126.在一些实施方式中，在形成双抗夹心后、进行pcr扩增之前，该方法还包括：
127.通过第一进样口注入缓冲液，以对检测芯片进行清洗。
128.在实际应用中，注入缓冲液，能够清洗掉复溶后未特异性结合完的第一抗体、未被捕获的抗原抗体对等等，废液流入废液池，通过出样口排出检测芯片，避免废液对pcr扩增的干扰。
129.在本发明实施例所提供的几个实施例中，应该理解到，所揭露的系统和方法，也可以通过其它的方式实现。以上所描述的系统和方法实施例仅仅是示意性的。

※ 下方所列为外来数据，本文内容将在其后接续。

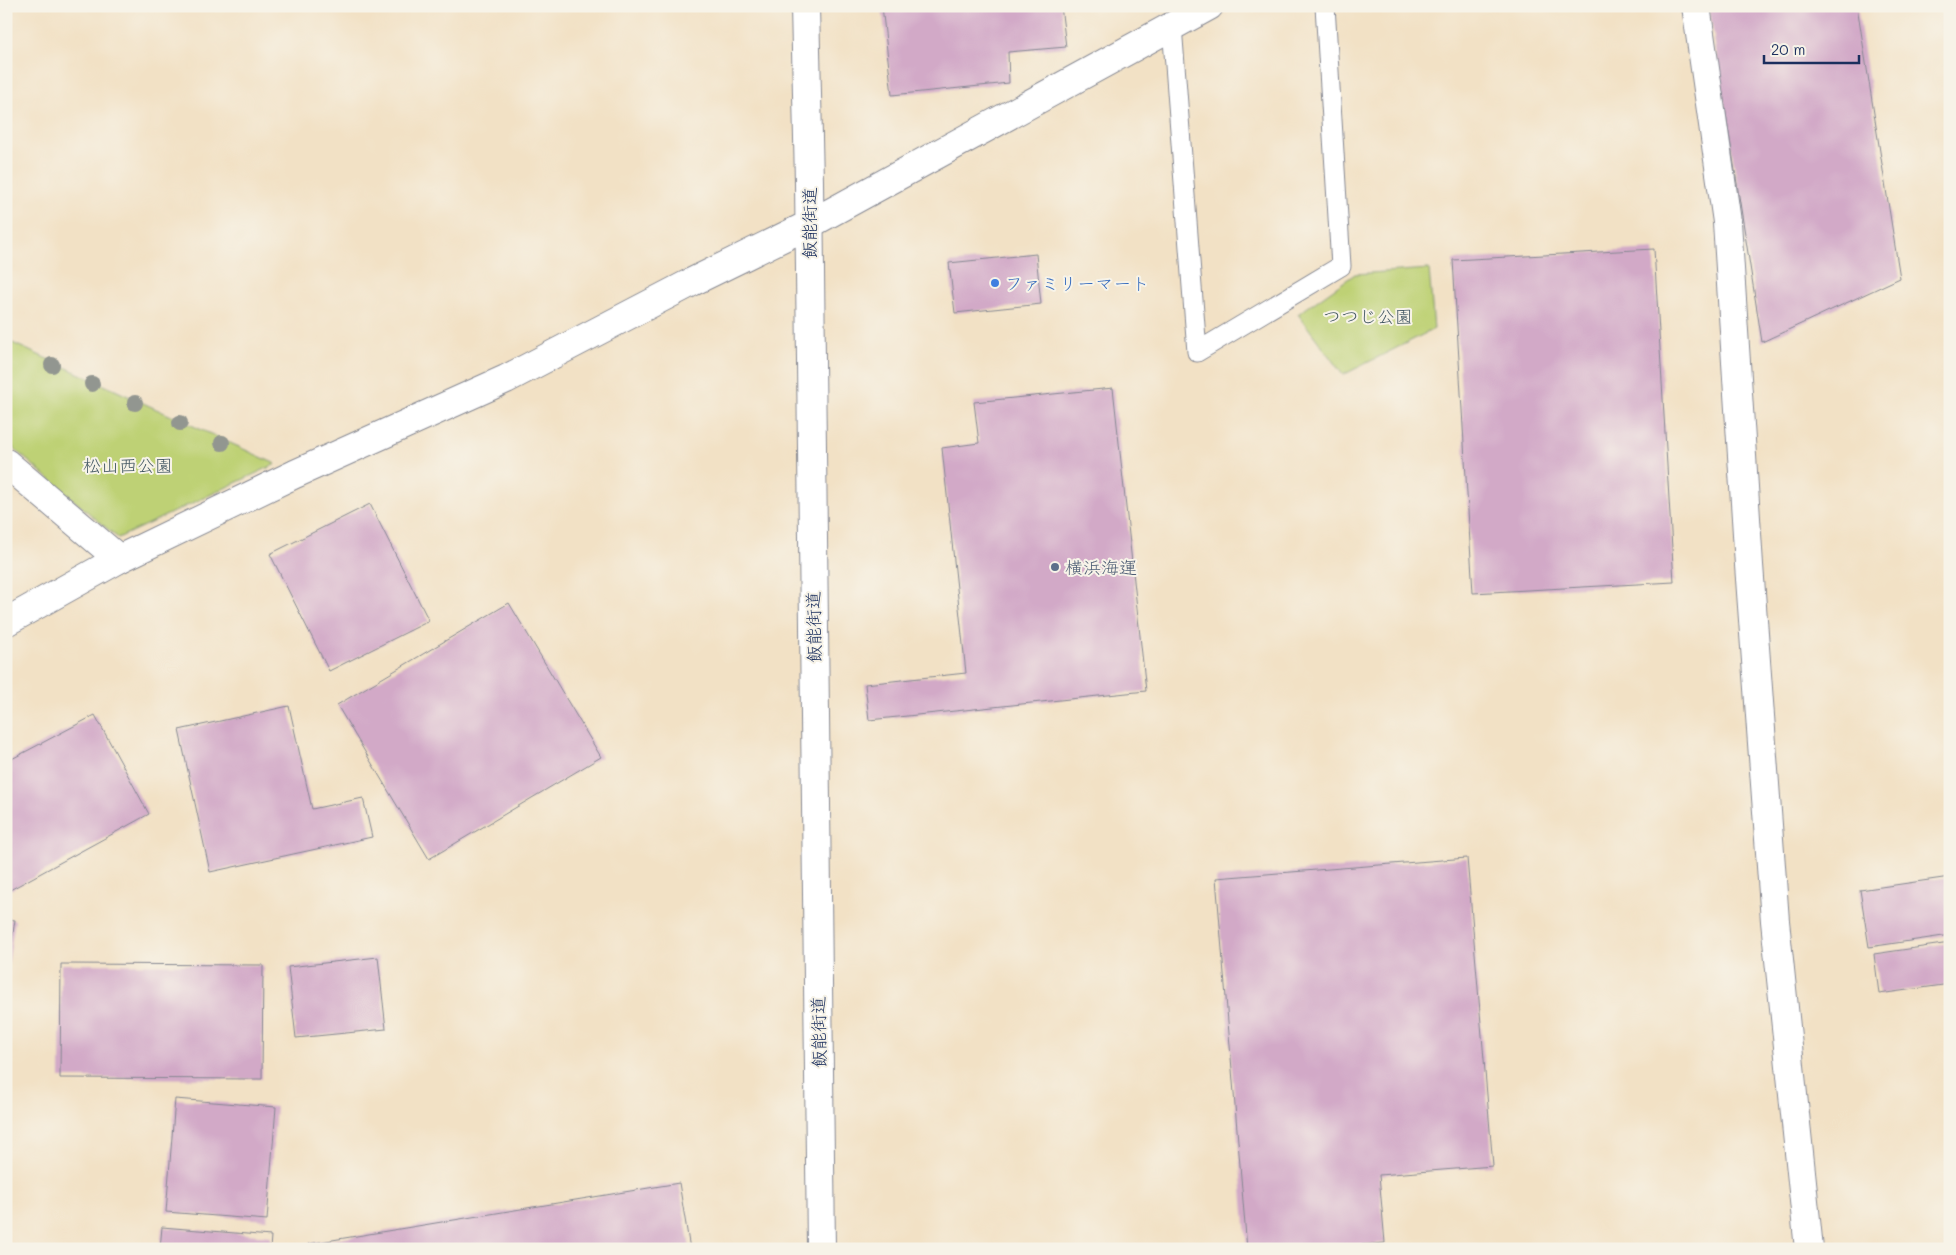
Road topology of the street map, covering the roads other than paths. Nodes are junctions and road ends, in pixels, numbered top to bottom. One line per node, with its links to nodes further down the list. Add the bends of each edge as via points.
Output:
1 (804, 6): 6 (street, 飯能街道)
2 (1209, 6): 5 (street)
3 (1325, 6): 5 (lane, via 1341,266 1197,352)
4 (1696, 6): 11 (street, via 1726,222 1775,921)
5 (1172, 26): 6 (street)
6 (808, 225): 8 (street, via 506,378 294,474); 10 (street, 飯能街道)
7 (6, 463): 8 (street)
8 (119, 559): 9 (street)
9 (6, 622)
10 (821, 1249)
11 (1809, 1249)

130.需要说明的是，在本文中，术语“包括”、“包含”或者其任何其他变体意在涵盖非排他性的包含，从而使得包括一系列要素的过程、方法、物品或者设备不仅包括那些要素，而且还包括没有明确列出的其他要素，或者是还包括为这种过程、方法、物品或者设备所固有的要素。在没有更多限制的情况下，由语句“包括一个
……”
限定的要素，并不排除在包括所述要素的过程、方法、物品或者设备中还存在另外的相同要素。
131.虽然本发明所揭露的实施方式如上，但所述的内容只是为了便于理解本发明而采
用的实施方式，并非用以限定本发明。任何本发明所属技术领域内的技术人员，在不脱离本发明所揭露的精神和范围的前提下，可以在实施的形式上及细节上作任何的修改与变化，但本发明的专利保护范围，仍须以所附的权利要求书所界定的范围为准。